I would go with a 157 SL. My proto is all mountain freestyle feel but my SL had more float and was more damp but still really fun. They have great edge hold because of the contact points. I think the cobra is a little stiffer than both the proto and SL.


----------



## njfastlfie (Dec 24, 2013)

Mystery2many said:


> I would go with a 157 SL. My proto is all mountain freestyle feel but my SL had more float and was more damp but still really fun. They have great edge hold because of the contact points. I think the cobra is a little stiffer than both the proto and SL.


i only see the SL Split. i dont want split.


----------



## Mystery2many (Aug 14, 2013)

Where are you looking?


----------



## njfastlfie (Dec 24, 2013)

Mystery2many said:


> Where are you looking?


the NS website.


----------



## ekb18c (Mar 11, 2013)

They don't make the SL anymore. I think it's called the snow trooper now.


----------



## Mystery2many (Aug 14, 2013)

Wow! didn't realize they changed the name. Looks like snow trooper is the SL but upgraded. What style of riding do you perfer? just carving and riding groomers? charging? butters? tricks?


----------



## njfastlfie (Dec 24, 2013)

Mystery2many said:


> Wow! didn't realize they changed the name. Looks like snow trooper is the SL but upgraded. What style of riding do you perfer? just carving and riding groomers? charging? butters? tricks?

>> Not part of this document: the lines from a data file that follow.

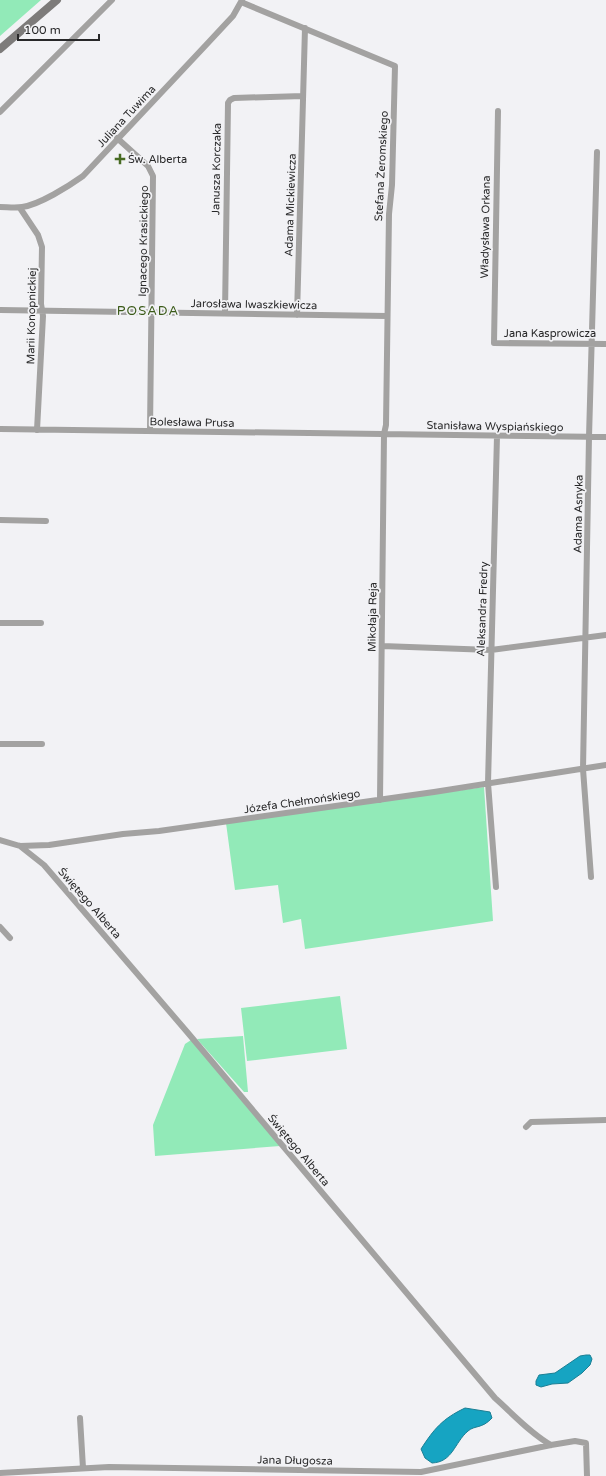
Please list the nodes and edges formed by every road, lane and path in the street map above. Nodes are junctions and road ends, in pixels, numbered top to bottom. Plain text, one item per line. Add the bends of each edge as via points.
1 (57, 0) edge
2 (112, 0) edge
3 (241, 1) edge
4 (305, 28) junction
5 (0, 49) edge
6 (303, 96) junction
7 (498, 111) dead end
8 (0, 112) edge
9 (117, 138) junction
10 (597, 152) dead end
11 (0, 207) edge
12 (20, 208) junction
13 (0, 310) edge
14 (42, 310) junction
15 (152, 312) junction
16 (225, 313) junction
17 (297, 315) junction
18 (387, 316) junction
19 (494, 343) joint
20 (592, 344) junction
21 (606, 344) edge
22 (0, 429) edge
23 (37, 430) junction
24 (150, 431) junction
25 (384, 434) junction
26 (497, 436) junction
27 (589, 437) junction
28 (606, 437) edge
29 (0, 520) edge
30 (46, 521) dead end
31 (0, 623) edge
32 (41, 623) dead end
33 (606, 635) edge
34 (586, 638) junction
35 (382, 646) junction
36 (491, 650) junction
37 (0, 744) edge
38 (42, 744) dead end
39 (606, 765) edge
40 (583, 768) junction
41 (488, 784) junction
42 (380, 800) junction
43 (0, 840) edge
44 (45, 845) junction
45 (20, 846) junction
46 (39, 861) junction
47 (591, 877) dead end
48 (496, 887) dead end
49 (0, 927) edge
50 (10, 938) dead end
51 (606, 1120) edge
52 (526, 1127) dead end
53 (80, 1418) dead end
54 (551, 1445) junction
55 (83, 1468) junction
56 (0, 1473) edge
57 (587, 1476) edge

1 - 5 main road
2 - 8 street
3 - 4 street, Stefana Żeromskiego
3 - 9 street, Juliana Tuwima via 233,16
4 - 6 street, Adama Mickiewicza
4 - 18 street, Stefana Żeromskiego via 395,66
6 - 16 street, Janusza Korczaka via 235,98 228,102
6 - 17 street, Adama Mickiewicza
7 - 19 street, Władysława Orkana
9 - 12 street, Juliana Tuwima via 78,180
9 - 15 street, Ignacego Krasickiego via 148,166 153,176
10 - 20 street, Adama Asnyka
11 - 12 street, Juliana Tuwima
12 - 14 street, Marii Konopnickiej via 38,234 42,247
13 - 14 street, Jarosława Iwaszkiewicza
14 - 15 street, Jarosława Iwaszkiewicza
14 - 23 street, Marii Konopnickiej
15 - 16 street, Jarosława Iwaszkiewicza
15 - 24 street, Ignacego Krasickiego
16 - 17 street, Jarosława Iwaszkiewicza
17 - 18 street, Jarosława Iwaszkiewicza
18 - 25 street, Stefana Żeromskiego
19 - 20 street, Jana Kasprowicza
20 - 21 street, Jana Kasprowicza
20 - 27 street, Adama Asnyka
22 - 23 street, Bolesława Prusa
23 - 24 street, Bolesława Prusa
24 - 25 street, Bolesława Prusa
25 - 26 street, Stanisława Wyspiańskiego
25 - 35 street, Mikołaja Reja
26 - 27 street, Stanisława Wyspiańskiego
26 - 36 street, Aleksandra Fredry
27 - 28 street, Stanisława Wyspiańskiego
27 - 34 street, Adama Asnyka
29 - 30 street
31 - 32 street
33 - 34 street
34 - 36 street
34 - 40 street, Adama Asnyka
35 - 36 street
35 - 42 street, Mikołaja Reja
36 - 41 street, Aleksandra Fredry
37 - 38 street
39 - 40 street, Józefa Chełmońskiego
40 - 41 street, Józefa Chełmońskiego
40 - 47 street, Adama Asnyka
41 - 42 street, Józefa Chełmońskiego
41 - 48 street, Aleksandra Fredry
42 - 44 street, Józefa Chełmońskiego
43 - 45 street, Józefa Chełmońskiego
44 - 45 street, Józefa Chełmońskiego
44 - 46 street via 39,852
45 - 46 street, Świętego Alberta
46 - 54 street, Świętego Alberta via 188,1033 495,1398 524,1425
49 - 50 street
51 - 52 street via 531,1122
53 - 55 street
54 - 55 street, Jana Długosza via 421,1472 180,1467
54 - 57 street, Jana Długosza via 575,1441 586,1443
55 - 56 street, Jana Długosza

virtually no tricks, park or butter. mainly just cruising, carving, and hopefully some powder/glades once in awhile.


----------



## flow-boarder (Oct 23, 2014)

I'd say anything from a 158 to 162 would be best for your height/weight but it comes down to personal preference whether you like it slightly shorter or slightly longer. 

Can't really say which of these two is better having never ridden either of them but from what I've read the Cobra is probably slightly better in powder (for when you get it) and the proto's a bit better at some of the freestyle stuff - but still good as an all mountain board too. 

As per Mystery2many snowtrooper also an option. Though I don't see a 157 in the snowtrooper. There is a 159 though which I think would be a better size for you. 

With the Cobra either the 158 or 161 would be fine depending on your preference and with the Proto the 157 or 160 - definitely the 157 if you did a bit of freestyle but it sounds like that's not your thing.


----------



## Mystery2many (Aug 14, 2013)

Stay clear of the Proto then. The cobra or snow trooper actually sounds right up your alley. I would refine my choice between them two.



Not to go against previous advice about size but just a different opinion. I'm also 5'11" 195 and I rode the SL 157 on the east coast. Thats a really strong board and it ripped and I also took it to Colorado and got to ride 13" powder days and it was a dream. I personally think you'll lose more than you'll gain from going any bigger. Might gain more float but you'll lose some agility and manueverability in the trees. This is just my opinion of course.


----------



## alxmlr789 (Jun 4, 2014)

Definitely check out the Rome Agent Rocker. I have both the proto HD and the agent rocker. 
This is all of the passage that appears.